Mike Brown, the subject of blistering criticism after Hurricane Katrina battered the Gulf Coast and overwhelmed the government's response, quit Monday as director of the Federal Emergency Management Agency. The White House moved quickly to replace him, installing a top agency official with three decades of firefighting experience as acting director.
Some of Brown's critics agreed with his decision, saying it would put the focus on efforts to manage the aftermath of the disaster, including helping the thousands of people left homeless.
Brown took a political bullet for the White House with his resignation announcement, CBS News Correspondent Jim Stewart reports.
Mr.
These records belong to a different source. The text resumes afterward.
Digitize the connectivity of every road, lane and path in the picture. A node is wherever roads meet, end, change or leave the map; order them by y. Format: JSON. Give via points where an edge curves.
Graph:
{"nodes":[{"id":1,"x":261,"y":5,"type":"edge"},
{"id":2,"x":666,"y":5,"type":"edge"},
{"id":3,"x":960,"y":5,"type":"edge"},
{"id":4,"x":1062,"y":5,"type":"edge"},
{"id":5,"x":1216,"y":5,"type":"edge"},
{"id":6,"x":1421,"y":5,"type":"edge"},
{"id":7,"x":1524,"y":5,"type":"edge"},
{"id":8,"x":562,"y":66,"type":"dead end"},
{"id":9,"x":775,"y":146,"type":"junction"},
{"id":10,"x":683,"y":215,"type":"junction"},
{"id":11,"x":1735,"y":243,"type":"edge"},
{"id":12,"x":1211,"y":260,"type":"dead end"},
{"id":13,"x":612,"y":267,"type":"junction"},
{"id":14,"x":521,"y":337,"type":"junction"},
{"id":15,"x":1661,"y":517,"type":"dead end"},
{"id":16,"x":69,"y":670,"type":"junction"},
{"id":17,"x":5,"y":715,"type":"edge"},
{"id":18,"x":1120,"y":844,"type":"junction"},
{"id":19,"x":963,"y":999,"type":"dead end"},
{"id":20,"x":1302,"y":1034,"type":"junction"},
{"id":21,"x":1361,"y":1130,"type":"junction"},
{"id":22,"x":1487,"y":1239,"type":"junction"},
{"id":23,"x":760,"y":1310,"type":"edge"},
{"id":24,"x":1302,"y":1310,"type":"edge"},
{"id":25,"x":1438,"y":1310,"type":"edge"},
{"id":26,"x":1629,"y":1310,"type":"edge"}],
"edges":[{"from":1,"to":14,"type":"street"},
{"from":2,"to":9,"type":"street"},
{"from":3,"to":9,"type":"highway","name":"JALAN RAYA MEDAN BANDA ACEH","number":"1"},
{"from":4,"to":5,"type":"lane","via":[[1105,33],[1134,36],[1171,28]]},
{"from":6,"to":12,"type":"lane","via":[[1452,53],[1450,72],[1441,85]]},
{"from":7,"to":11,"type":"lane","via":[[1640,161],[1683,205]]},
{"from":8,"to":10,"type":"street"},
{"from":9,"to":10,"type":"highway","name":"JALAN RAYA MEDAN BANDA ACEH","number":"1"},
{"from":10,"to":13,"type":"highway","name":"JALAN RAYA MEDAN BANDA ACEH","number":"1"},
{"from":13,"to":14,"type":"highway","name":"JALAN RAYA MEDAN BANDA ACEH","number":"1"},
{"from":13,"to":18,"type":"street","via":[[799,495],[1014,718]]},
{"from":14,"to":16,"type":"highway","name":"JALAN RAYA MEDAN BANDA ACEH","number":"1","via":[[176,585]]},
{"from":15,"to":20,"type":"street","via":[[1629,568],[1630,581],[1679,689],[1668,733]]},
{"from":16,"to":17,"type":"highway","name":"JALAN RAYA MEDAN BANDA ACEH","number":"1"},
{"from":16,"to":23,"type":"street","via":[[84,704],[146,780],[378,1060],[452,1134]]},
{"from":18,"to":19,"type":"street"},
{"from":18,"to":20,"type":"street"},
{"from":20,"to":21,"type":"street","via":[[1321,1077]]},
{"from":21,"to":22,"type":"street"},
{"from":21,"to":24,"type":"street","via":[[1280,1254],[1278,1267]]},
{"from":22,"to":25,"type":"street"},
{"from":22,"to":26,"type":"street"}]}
Bush named R. David Paulison, head of the FEMA's emergency preparedness force, to replace Brown.
The president was told of Brown's resignation earlier Monday and spoke to Homeland Security Secretary Mike Chertoff, who was Brown's boss, from Air Force One in the afternoon as he flew back to Washington from an overnight visit to the region.
White House spokesman Scott McClellan said the White House did not seek Brown's resignation.
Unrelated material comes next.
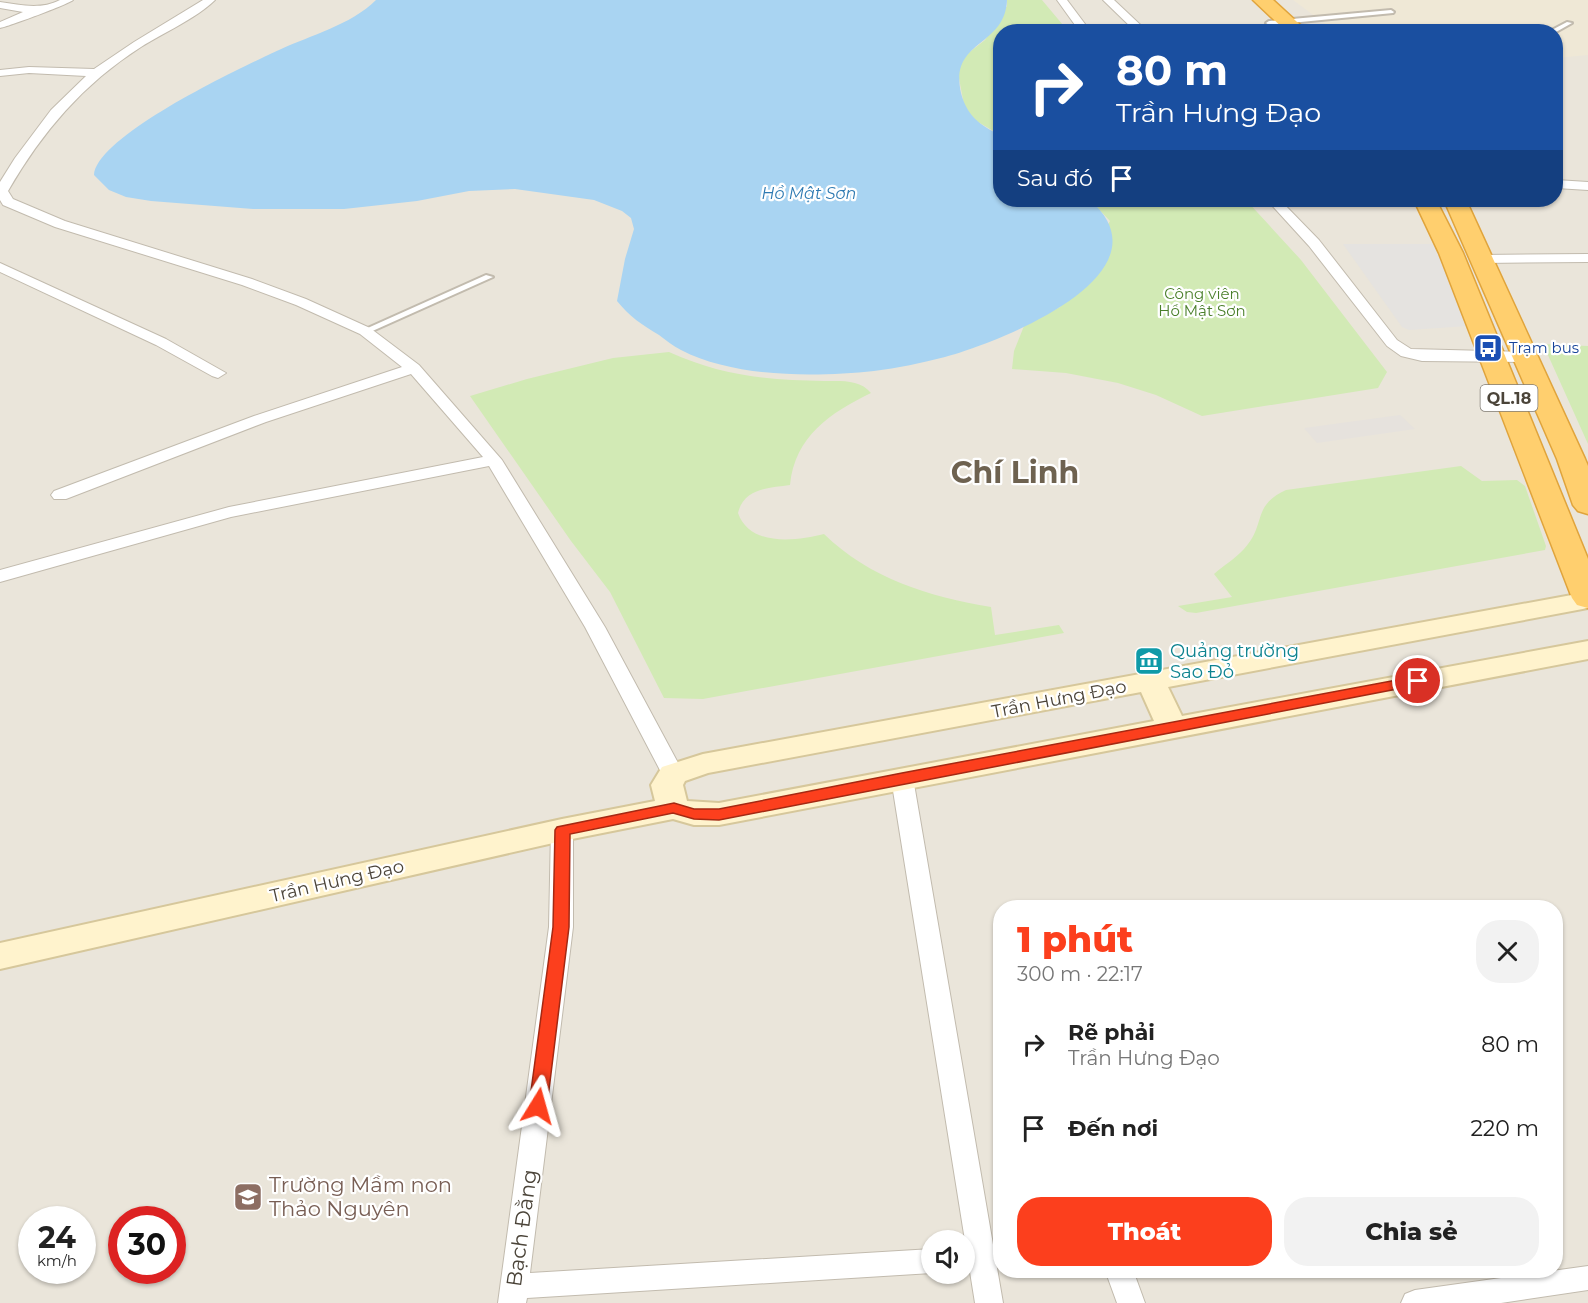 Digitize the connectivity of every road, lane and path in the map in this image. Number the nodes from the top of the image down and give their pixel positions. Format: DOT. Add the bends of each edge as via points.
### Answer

"This was Mike Brown's decision and we respect his decision," McClellan said.
McClellan praised Brown's work but conspicuously left out any reference to his contribution to the Katrina efforts.
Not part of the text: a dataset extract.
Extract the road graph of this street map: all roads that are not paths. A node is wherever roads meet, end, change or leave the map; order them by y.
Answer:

"The president appreciates Mike Brown's service," he said. "Mike has done a lot of great work on a number of hurricanes."
Besides leading FEMA's emergency preparedness force, Paulison has led the U.S. Fire Administration since December 2001, according to a biography posted on FEMA's Web site.
He is a career firefighter from Miami who was among the emergency workers responding to Hurricane Andrew in 1992 and the crash of ValuJet Flight 592 in the Florida Everglades in 1996.
Paulison also was chief of the Miami-Dade Fire Rescue Department, leading 1,900 personnel and a $200 million operating budget. He was in charge of Dade County's emergency management office, according to the biography.
Paulison was also in the news in 2003 for suggesting keeping duct tape to prepare for a terror attacks.
In an interview, Brown said he feared he had become a distraction.
His resignation came three days after he was sent back to headquarters from the Gulf area, where he had been the government's disaster point-man. It also came a little more than a week after Mr. Bush, on his first on-the-ground visit to the region after the storm, said, "Brownie, you're doing a heckuva job."
"The focus has got to be on FEMA, what the people are trying to do down there," Brown told The Associated Press on Monday.
Brown said he spoke Saturday to White House chief of staff Andrew Card and was not asked to resign. Brown said the decision to step down was his.
"I think it's in the best interest of the agency and the best interest of the president to do that and get the media focused on the good things that are going on, instead of me," he said.
Brown said he last talked to Mr. Bush five or six days ago.